Q: How can I help my back?

A: It is essential to identify aggravating movements or positions. This will help dictate your limitations and guide your healthcare practitioner’s assessment and treatment. Consider rest and pacing strategies to avoid fatiguing or aggravating your back.

Maintain good posture and movement patterns to avoid re-aggravating your low back pain. Also, consider different sleeping positions to relieve your low back pain. Your physiotherapist can help you determine the best positions for you.

Consult your health care practitioner before starting a new exercise program. 

Conclusion

This article has described how important it is for people with low back pain to exercise and learn good movement patterns. Knowing which exercises can help ease your pain will improve your overall health while getting through your day-to-day activities less complicated.

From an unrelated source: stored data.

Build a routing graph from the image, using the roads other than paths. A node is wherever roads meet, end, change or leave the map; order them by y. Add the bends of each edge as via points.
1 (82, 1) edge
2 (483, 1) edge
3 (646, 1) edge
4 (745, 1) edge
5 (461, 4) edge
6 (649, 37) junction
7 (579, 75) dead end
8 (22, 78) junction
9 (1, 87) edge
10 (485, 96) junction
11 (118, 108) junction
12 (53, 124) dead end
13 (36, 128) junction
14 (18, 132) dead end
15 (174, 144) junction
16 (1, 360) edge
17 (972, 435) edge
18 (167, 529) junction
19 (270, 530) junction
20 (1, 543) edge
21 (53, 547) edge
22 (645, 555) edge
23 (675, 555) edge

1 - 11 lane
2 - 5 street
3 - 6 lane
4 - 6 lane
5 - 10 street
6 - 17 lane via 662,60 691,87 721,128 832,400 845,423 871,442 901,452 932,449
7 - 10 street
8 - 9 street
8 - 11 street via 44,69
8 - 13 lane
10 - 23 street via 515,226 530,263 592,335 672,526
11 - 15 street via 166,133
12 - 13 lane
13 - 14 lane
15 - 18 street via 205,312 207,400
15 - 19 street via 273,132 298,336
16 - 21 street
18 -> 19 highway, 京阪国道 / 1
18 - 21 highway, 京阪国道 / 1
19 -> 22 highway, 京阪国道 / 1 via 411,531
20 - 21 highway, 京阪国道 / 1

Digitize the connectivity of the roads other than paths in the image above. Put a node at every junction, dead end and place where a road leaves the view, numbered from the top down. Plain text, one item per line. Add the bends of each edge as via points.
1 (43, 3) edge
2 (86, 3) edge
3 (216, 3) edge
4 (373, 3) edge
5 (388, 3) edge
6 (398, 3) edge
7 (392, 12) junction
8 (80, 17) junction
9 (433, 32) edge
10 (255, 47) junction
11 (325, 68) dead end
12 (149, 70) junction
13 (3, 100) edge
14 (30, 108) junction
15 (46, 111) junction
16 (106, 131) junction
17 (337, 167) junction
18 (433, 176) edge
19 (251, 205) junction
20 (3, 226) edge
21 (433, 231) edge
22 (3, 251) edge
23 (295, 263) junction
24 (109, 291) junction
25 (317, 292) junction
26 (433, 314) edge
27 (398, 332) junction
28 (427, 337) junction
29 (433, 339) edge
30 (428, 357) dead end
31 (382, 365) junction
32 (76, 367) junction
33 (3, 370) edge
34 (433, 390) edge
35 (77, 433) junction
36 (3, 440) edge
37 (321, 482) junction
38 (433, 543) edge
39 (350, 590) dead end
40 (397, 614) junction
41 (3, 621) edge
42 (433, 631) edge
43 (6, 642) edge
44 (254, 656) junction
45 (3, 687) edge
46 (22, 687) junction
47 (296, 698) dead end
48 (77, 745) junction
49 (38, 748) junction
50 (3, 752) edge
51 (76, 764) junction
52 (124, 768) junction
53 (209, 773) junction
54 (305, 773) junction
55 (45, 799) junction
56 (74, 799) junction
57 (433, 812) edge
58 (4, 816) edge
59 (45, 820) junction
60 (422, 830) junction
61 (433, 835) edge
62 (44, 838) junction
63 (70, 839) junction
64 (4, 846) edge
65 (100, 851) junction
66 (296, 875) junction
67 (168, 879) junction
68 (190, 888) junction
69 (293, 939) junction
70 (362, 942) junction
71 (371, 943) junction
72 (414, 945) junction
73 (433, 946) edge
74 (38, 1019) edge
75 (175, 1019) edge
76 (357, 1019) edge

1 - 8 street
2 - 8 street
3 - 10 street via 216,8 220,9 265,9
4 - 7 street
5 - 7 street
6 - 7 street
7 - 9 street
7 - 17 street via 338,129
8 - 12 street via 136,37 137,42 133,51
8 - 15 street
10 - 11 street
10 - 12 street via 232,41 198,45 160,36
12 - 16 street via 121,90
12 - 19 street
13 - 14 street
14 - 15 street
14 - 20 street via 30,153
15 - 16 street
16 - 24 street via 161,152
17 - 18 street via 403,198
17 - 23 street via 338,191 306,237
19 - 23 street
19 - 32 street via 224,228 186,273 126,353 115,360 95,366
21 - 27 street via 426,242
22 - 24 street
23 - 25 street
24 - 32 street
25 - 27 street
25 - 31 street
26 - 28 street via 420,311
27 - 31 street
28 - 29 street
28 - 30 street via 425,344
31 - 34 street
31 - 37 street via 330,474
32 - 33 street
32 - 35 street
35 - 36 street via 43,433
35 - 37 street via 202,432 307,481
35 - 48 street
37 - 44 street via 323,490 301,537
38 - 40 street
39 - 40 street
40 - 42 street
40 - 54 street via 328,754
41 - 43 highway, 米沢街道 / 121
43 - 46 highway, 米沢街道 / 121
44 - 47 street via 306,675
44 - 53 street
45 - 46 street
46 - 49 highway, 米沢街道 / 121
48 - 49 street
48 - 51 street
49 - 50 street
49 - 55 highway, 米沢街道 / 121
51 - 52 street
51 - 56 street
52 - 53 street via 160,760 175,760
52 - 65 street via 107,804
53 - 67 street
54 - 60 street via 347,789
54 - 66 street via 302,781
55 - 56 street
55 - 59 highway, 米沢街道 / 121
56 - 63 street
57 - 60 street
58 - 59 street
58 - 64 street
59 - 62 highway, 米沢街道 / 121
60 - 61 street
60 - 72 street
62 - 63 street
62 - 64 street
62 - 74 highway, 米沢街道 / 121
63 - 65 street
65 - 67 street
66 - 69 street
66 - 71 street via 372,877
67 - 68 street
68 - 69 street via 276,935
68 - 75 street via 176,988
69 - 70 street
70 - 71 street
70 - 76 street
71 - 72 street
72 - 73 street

A variety of factors can cause low back pain. They can be classified as traumatic (falls, motor vehicle accidents, overexertion injuries) or non-traumatic (postural, degenerative, or mechanical). Specific injuries causing low back pain can vary from sprains and strains to fractures, to disc injuries, to arthritis, to unspecified low back pain (sensitivity in the tissues around the low back).

We have discussed a variety of exercises that can help ease back pain. Still, seek advice from your physiotherapist before attempting any new movements if you experience low back pain. If you have questions about low back pain or exercises, contact a health care provider who can discuss this with you.